México: las selvas en retirada
La vegetación tropical es la más presionada y devastada de México en el último siglo. Ignorando que es el ecosistema que tiene los mayores reservorios de carbono del planeta, las políticas de colonización han sido agresivamente destructivas de selvas húmedas y subhúmedas en el golfo de México, así como de selvas bajas o secas en la vertiente del Pacífico, donde se incluye a Jalisco.
“La zona tropical húmeda es el ecosistema que presenta el índice de deforestación más alto del país, pues en la actualidad sólo se cuenta con 10 por ciento de la selva originaria de México”, apunta el investigador Gonzalo Flores Mondragón (“La biodiversidad terrestre de México y el istmo de Tehuantepec”). Se calcula que a comienzos del siglo XX había de 200 mil a 220 mil kilómetros cuadrados de estos ecosistemas, de los que ahora hay apenas alrededor de 20 mil km2 (la cuarta parte del territorio de Jalisco o cuatro tantos el de Colima, aproximadamente).
La destrucción se dio de forma sistemática, de norte a sur. Y además de las colonizaciones y, en especial, la ganaderización, están los hallazgos de yacimientos petroleros como detonadores de los cambios. La Huasteca, entre San Luis Potosí, Veracruz, Hidalgo y Tamaulipas, que fue la selva perennifolia más al norte del planeta, hoy apenas conserva reductos de sus viejos esplendores, pues se ha convertido en 90 por ciento a la actividad agropecuaria y el comercio. En esta zona nació la industria petrolera mexicana (Ébano, SLP). Luego la reducción drástica se vivió en Veracruz hasta llegar a las selvas de istmo y a la Lacandona, todas víctimas de grandes proyectos de infraestructura y de dotaciones agrarias desmedidas.
La devastación de las selvas bajas las ha reducido a 35 por ciento de su superficie original, y continúan siendo altamente perturbadas pese a ser los espacios silvestres más ricos en endemismos (especies exclusivas) que tiene el país.
El daño
La devastación de la selva zoque en Uxpanapa puede ser uno de los expedientes de destrucción ambiental más importantes en la historia moderna de México.

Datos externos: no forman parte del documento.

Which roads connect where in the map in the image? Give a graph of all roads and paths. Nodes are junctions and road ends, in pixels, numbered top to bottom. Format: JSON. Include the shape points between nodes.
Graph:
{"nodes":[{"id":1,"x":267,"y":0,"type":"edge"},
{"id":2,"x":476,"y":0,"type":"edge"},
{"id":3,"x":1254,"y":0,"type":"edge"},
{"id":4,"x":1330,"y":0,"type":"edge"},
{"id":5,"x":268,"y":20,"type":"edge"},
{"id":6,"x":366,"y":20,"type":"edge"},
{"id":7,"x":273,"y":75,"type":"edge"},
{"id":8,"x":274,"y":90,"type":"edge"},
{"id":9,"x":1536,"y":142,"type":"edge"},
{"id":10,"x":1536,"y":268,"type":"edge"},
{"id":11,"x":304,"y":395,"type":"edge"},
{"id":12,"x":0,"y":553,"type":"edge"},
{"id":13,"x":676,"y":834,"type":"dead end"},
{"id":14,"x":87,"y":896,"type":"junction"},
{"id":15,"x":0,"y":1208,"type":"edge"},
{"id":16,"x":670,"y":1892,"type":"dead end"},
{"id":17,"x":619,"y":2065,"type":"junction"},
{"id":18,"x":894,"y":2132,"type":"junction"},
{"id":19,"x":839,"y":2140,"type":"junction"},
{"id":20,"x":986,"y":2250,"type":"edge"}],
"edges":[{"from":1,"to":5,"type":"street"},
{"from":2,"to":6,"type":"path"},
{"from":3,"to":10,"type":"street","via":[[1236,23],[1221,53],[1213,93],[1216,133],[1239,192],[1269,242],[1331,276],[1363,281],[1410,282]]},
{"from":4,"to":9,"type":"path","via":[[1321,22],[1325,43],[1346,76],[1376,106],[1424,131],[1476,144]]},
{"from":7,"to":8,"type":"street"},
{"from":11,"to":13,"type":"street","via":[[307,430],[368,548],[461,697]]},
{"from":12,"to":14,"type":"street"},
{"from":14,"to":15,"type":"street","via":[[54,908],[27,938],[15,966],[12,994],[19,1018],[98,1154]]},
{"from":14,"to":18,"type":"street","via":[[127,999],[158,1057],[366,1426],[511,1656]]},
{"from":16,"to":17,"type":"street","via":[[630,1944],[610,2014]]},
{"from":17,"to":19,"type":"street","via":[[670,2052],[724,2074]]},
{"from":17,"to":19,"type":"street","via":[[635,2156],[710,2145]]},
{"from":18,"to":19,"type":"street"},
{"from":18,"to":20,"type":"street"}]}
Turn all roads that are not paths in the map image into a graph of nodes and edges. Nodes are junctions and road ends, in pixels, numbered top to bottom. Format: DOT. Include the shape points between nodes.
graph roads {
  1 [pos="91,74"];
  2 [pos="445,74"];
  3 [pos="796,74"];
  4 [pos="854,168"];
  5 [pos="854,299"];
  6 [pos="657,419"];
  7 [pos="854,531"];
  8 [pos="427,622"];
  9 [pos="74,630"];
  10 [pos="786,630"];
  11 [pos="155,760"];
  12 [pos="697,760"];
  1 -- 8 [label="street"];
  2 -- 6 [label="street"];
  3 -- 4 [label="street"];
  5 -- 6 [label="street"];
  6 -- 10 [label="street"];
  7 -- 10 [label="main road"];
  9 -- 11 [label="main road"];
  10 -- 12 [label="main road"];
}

Las fuentes más conservadoras calculan 80 mil hectáreas desmontadas, hasta autores que señalan que los desmontes del proyecto colonizador alcanzaron 200 mil ha.
El gobierno echeverrista, y posteriormente el de López Portillo, pretendieron que el desarrollo de las selvas fuera el arranque de un emporio agrícola de impacto nacional.
Hoy, restan apenas 60 mil ha de selva en Uxpanapa, en un municipio que está entre los 500 más marginados del país.